# Web Scraping Techniques

*Various techniques for scraping data from websites.*

In [37]:
import requests
from bs4 import BeautifulSoup
import pandas as pd
import re
import urllib

#### Checking that a page exists

HTTP response status codes come in five classes and the value of the first digit indicates the category of response:

* 1xx - informational
* 2xx - success
* 3xx - redirection
* 4xx - client error
* 5xx - server error

Thus, we can check for the status code being less than 400 and catch all of the various non-error responses.

Source: https://en.wikipedia.org/wiki/List_of_HTTP_status_codes

In [5]:
from requests.exceptions import ConnectionError

def check_website(request_response):
    status_code = request_response.status_code
    
    if status_code < 400:
        print("Website exists (status code {})".format(status_code))
    else:
        print("Failed to retrieve website (status code {})".format(status_code))
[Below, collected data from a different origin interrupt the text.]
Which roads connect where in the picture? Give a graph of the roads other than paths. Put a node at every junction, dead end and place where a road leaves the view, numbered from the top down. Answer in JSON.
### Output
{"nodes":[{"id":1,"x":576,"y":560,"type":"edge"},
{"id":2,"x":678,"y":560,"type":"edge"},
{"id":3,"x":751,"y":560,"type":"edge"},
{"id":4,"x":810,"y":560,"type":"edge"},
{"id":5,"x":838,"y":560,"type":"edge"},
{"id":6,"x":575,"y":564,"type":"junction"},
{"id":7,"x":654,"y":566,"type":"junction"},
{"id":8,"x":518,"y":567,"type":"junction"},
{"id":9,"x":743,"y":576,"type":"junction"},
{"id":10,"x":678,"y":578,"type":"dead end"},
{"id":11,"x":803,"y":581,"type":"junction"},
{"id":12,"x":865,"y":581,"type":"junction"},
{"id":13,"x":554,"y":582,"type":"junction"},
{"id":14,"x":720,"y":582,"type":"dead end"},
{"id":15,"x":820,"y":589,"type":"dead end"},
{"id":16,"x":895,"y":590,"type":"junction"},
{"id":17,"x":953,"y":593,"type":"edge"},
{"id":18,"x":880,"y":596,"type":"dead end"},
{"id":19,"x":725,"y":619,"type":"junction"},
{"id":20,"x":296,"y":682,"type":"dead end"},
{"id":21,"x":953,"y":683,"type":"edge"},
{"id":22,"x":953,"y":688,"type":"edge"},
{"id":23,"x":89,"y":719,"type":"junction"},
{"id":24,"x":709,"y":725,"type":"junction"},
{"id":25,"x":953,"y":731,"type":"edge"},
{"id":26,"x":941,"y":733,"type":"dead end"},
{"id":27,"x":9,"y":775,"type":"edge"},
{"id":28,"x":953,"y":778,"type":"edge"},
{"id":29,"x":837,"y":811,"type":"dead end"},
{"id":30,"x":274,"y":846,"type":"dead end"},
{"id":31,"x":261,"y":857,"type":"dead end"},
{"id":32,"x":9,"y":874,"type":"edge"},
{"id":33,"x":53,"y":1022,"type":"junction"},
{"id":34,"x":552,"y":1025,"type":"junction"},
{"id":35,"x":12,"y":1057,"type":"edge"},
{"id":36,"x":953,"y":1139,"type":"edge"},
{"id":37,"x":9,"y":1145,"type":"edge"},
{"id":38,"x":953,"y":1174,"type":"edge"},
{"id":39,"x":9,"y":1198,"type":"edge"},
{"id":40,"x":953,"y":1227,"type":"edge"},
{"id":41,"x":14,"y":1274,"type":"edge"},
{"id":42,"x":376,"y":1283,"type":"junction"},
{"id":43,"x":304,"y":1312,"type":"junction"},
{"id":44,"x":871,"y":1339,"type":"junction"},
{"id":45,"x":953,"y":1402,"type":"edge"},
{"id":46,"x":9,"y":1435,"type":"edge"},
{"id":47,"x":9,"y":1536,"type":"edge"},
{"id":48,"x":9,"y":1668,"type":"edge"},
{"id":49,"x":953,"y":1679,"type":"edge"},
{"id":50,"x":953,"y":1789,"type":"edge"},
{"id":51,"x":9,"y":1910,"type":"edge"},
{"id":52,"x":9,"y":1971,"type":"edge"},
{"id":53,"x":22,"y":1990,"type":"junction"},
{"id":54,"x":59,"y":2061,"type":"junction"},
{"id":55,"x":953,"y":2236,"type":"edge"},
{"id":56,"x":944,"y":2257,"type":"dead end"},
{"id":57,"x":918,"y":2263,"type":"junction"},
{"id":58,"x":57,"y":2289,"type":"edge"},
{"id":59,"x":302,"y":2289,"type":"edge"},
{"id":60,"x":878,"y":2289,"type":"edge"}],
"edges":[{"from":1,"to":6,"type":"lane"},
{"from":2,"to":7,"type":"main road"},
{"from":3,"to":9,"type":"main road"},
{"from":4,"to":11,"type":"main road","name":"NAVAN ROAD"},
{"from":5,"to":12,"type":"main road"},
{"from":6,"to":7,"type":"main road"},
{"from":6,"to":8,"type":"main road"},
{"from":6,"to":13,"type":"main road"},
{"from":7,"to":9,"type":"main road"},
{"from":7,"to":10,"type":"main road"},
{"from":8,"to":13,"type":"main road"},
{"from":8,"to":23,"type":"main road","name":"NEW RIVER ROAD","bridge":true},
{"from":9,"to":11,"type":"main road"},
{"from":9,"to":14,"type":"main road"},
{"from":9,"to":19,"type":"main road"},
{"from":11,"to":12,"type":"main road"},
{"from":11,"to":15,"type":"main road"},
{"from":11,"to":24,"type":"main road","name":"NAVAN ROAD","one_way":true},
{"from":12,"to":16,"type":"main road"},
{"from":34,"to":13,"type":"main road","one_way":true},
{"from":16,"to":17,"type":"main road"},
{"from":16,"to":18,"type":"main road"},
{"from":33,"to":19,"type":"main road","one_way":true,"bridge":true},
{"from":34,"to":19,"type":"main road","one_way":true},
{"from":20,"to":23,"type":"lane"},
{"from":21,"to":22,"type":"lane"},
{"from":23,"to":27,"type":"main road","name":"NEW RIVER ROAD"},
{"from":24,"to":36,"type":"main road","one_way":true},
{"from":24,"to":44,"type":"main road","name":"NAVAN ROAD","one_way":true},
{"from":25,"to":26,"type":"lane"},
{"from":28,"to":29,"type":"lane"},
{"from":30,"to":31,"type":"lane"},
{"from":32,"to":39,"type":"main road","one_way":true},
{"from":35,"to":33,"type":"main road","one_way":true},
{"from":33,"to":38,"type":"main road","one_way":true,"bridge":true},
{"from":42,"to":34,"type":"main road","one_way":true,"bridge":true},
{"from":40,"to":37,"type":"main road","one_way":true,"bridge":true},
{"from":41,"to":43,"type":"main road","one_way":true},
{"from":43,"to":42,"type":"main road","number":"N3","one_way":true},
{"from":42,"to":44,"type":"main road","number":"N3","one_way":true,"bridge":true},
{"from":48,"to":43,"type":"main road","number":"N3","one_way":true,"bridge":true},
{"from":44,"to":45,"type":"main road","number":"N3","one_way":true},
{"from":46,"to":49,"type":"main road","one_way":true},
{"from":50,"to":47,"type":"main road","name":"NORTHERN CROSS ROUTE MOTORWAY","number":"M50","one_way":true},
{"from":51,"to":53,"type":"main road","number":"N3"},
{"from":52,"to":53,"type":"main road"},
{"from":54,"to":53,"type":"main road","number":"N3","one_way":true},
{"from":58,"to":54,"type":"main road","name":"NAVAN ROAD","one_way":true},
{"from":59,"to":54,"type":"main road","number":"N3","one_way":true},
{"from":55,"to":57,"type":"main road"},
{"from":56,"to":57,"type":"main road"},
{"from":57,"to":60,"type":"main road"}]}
urls = ["https://www.nasa.gov/", "http://thiswebsitebroke.com/"]

for url in urls:
    try:
        request_response = requests.get(url) # get response headers without downloading the entire page
        check_website(request_response)
    except ConnectionError:
        print("Website does not exist")

Website exists (status code 200)
Website does not exist


#### Displaying the content of a website's robot.txt file

The robot.txt file typically contains a list of all files that the owner intended to be scrapable.

In [6]:
request_response = requests.get("https://en.wikipedia.org/robots.txt")
print(request_response.text[0:500]) # Preview a snippet of the robots.txt file

﻿# robots.txt for http://www.wikipedia.org/ and friends
#
# Please note: There are a lot of pages on this site, and there are
# some misbehaved spiders out there that go _way_ too fast. If you're
# irresponsible, your access to the site may be blocked.
#

# Observed spamming large amounts of https://en.wikipedia.org/?curid=NNNNNN
# and ignoring 429 ratelimit responses, claims to respect robots:
# http://mj12bot.com/
User-agent: MJ12bot
Disallow: /

# advertising-related bots:
User-agent: Mediapa


#### Extracting specific content from a website

For example, extracting the number of datasets on data.gov.

In [7]:
url = "https://catalog.data.gov/dataset"

result = requests.get(url)
soup = BeautifulSoup(result.content, "html.parser")

In [8]:
soup.find("div", {"class": "new-results"}).text.strip()

'250,031 datasets found'

#### Geocoding an address

Utilize an address lookup website such as latlong.net to convert a street/city address into lat/lng coordinates. Manually enter an address, open Chrome dev tools and then submit the request. Inspect the request headers and form data that were sent for the request and copy required parts to structure the request programmatically. The trick is figuring out which parts of the headers and the form data are required.

In [9]:
address = "Paris, France"

url = "https://www.latlong.net/_spm4.php"
headers = {"user-agent": "Mozilla/5.0 (Windows NT 10.0; Win64; x64) AppleWebKit/537.36 (KHTML, like Gecko) Chrome/77.0.3865.90 Safari/537.36",
           "x-requested-with": "XMLHttpRequest"}
data = {"c1": address, "action": "gpcm"}

result = requests.post(url, headers=headers, data=data)

print(result)
print(result.text)

<Response [200]>
48.856613,2.352222


#### Create a dataframe with names and urls for all datasets on FiveThirtyEight

This requires parsing a large table of (very interesting) datasets and extracting appropriate URLs. Note that the slug-like data set name is not sufficient to construct a URL. See https://data.fivethirtyeight.com/.

In [10]:
url = "https://data.fivethirtyeight.com/"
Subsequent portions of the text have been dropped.